Громоздкий встал, потянулся и прошел в комнату. Здесь, прислоненная к обшарпанному пианино, в боевой готовности балансируя на искусственной ноге, стояла виолончель.

Музыкант хрустнул пальцами, прокашлялся, произнес "соната соль минор Шопена", бережно взял виолончель за гриф и сел на стул.

Комната наполнилась звуком.

Казалось, что по всему инструменту, и особенно по его грифу, заканчивавшемуся продолговатой резной головой-завитушкой с аккуратной прической из округлых колков, побежали невидимые волны напряжения. И, спустившись вниз к деке, они преображались внутренним давлением зарождающейся музыки, которое и распирало изнутри корпус, и выгибало почти дугой жилы струн.

Сидящий в одних трусах музыкант покачал головой, удивившись неожиданному поведению инструмента, но играть не перестал. Он лишь удобнее расположил ноги у вибрировавшей полированной деки родного "челло".

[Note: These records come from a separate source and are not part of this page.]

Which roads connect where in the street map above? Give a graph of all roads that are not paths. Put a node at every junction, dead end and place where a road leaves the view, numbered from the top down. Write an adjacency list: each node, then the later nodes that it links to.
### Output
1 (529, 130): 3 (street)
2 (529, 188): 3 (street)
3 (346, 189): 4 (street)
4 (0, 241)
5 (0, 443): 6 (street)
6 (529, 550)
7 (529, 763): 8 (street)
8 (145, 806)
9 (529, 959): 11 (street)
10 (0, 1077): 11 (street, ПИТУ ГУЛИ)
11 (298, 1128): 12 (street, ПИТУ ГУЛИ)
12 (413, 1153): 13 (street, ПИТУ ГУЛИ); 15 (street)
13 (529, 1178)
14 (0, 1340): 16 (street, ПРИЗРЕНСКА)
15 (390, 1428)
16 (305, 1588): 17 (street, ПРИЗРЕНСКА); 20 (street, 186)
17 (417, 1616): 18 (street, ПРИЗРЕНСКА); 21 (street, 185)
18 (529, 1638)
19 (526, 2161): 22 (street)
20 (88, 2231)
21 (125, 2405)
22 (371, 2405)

Двигался смычок. Несколько очень длинных, прозрачных волосин свешивались с его свободного конца и старались опередить хаотичными движениями еще не родившиеся аккорды.

Отлитой свинчаткой слилась с другим концом смычка влажная кисть музыканта: суставы побелели, а фаланги стали розовыми.

И все это составляло отлаженный самодвижущийся механизм.

И все пространство комнаты подчинилось кардиоиде свежерожденных звуков.

И Громоздкий покраснел до бордового, а по плечам потекли, оставляя угловатую быстроисчезающую картографическую разметку, струйки влаги.

И мелкие блестки ненастоящего, какого-то плоского, чешуйчато-канифольного, пота выступили у него на лбу.

И мокрым пальцам стало скользко на грифе.

И полукружья век медленно сомкнулись перед глазами музыканта...

Так Громоздкий привычно работал всегда - его крупное тело плотно и нежно приникало к "челло", глаза закрыты, руки совершали движения.

Из грифа инструмента высекались искры звуков, и усилие независимой, посторонней воли посылало добытое в пустотный накопитель, внутрь страждущей и емкой деки.

Но обычно, впитавшись музыкальным деревом и укрепившись им, эманация гармонии поднималась к полупорванному смычку, и по нему, как по антенне, струилась, изливалась в комнату, и заполняла пространство, и растекалась вовне через щели, окна, двери, быстро покидая тесное помещение.

А сегодня...

Сегодня наступил момент, когда внутреннее пространство жилого куба на пятом этаже дома Семь-Девять по Шаговой улице переполнились звуком, который совсем не хотел никуда уходить, а, беспрекословно подчиняясь внутреннему давлению, стоячей волной плескался у самого потолка, изредка задевая своими медленно колеблющимися кругами лепную розетку над люстрой.

Музыкант все сильнее и сильнее телом чувствовал сопротивление гармонии уже болели бицепсы, и шейные мышцы; и предсудорожная прохлада окоченения охватывала икры и пальцы - человеческое тепло сейчас использовалось на что-то неизвестное.

Но вдруг все смолкло, и разорванные бычьи жилы, агонизируя немым колебанием, провисли черными безжизненными шнурками.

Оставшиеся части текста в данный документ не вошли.